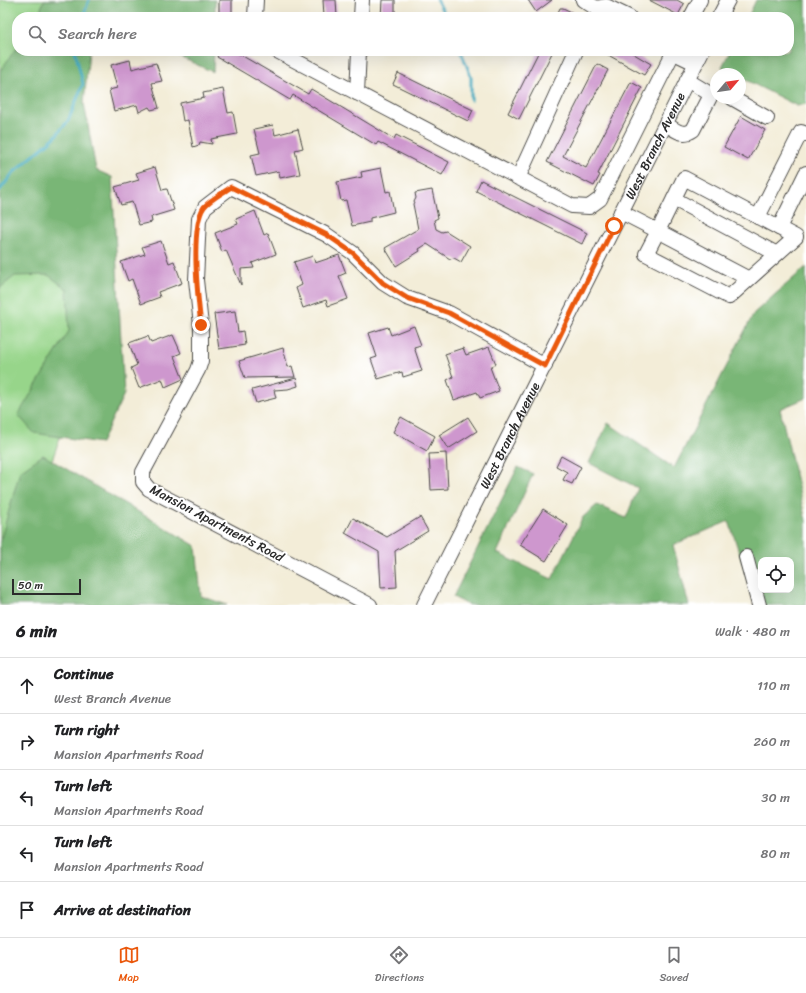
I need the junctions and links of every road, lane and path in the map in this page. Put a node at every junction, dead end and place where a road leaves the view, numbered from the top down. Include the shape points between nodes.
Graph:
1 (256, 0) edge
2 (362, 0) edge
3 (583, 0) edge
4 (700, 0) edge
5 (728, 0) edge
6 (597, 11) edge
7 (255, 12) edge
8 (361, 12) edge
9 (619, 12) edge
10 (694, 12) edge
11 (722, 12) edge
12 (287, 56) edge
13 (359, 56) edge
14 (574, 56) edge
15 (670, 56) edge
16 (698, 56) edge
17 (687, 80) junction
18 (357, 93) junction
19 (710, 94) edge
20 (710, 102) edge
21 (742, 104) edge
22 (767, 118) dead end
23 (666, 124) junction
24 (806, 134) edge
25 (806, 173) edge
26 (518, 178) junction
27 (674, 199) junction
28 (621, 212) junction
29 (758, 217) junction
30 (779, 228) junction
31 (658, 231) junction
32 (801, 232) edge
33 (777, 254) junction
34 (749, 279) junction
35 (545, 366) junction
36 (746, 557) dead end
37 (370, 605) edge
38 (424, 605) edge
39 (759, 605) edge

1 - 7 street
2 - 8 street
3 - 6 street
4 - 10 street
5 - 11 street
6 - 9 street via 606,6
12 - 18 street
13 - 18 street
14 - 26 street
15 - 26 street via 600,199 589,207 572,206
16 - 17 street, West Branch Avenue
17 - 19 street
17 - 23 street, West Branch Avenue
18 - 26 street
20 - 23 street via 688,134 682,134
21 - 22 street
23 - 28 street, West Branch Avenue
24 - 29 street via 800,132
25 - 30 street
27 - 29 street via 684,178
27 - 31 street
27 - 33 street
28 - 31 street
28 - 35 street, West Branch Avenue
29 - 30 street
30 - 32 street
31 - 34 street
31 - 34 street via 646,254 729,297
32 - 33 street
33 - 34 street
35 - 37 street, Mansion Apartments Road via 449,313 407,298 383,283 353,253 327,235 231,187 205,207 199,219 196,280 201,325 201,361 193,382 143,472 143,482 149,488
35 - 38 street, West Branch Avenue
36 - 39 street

Work required: Set down the material once more, exactly, with the pictures omitted.

Exercise solution:
I need the junctions and links of every road, lane and path in the map in this page. Put a node at every junction, dead end and place where a road leaves the view, numbered from the top down. Include the shape points between nodes.
Graph:
1 (256, 0) edge
2 (362, 0) edge
3 (583, 0) edge
4 (700, 0) edge
5 (728, 0) edge
6 (597, 11) edge
7 (255, 12) edge
8 (361, 12) edge
9 (619, 12) edge
10 (694, 12) edge
11 (722, 12) edge
12 (287, 56) edge
13 (359, 56) edge
14 (574, 56) edge
15 (670, 56) edge
16 (698, 56) edge
17 (687, 80) junction
18 (357, 93) junction
19 (710, 94) edge
20 (710, 102) edge
21 (742, 104) edge
22 (767, 118) dead end
23 (666, 124) junction
24 (806, 134) edge
25 (806, 173) edge
26 (518, 178) junction
27 (674, 199) junction
28 (621, 212) junction
29 (758, 217) junction
30 (779, 228) junction
31 (658, 231) junction
32 (801, 232) edge
33 (777, 254) junction
34 (749, 279) junction
35 (545, 366) junction
36 (746, 557) dead end
37 (370, 605) edge
38 (424, 605) edge
39 (759, 605) edge

1 - 7 street
2 - 8 street
3 - 6 street
4 - 10 street
5 - 11 street
6 - 9 street via 606,6
12 - 18 street
13 - 18 street
14 - 26 street
15 - 26 street via 600,199 589,207 572,206
16 - 17 street, West Branch Avenue
17 - 19 street
17 - 23 street, West Branch Avenue
18 - 26 street
20 - 23 street via 688,134 682,134
21 - 22 street
23 - 28 street, West Branch Avenue
24 - 29 street via 800,132
25 - 30 street
27 - 29 street via 684,178
27 - 31 street
27 - 33 street
28 - 31 street
28 - 35 street, West Branch Avenue
29 - 30 street
30 - 32 street
31 - 34 street
31 - 34 street via 646,254 729,297
32 - 33 street
33 - 34 street
35 - 37 street, Mansion Apartments Road via 449,313 407,298 383,283 353,253 327,235 231,187 205,207 199,219 196,280 201,325 201,361 193,382 143,472 143,482 149,488
35 - 38 street, West Branch Avenue
36 - 39 street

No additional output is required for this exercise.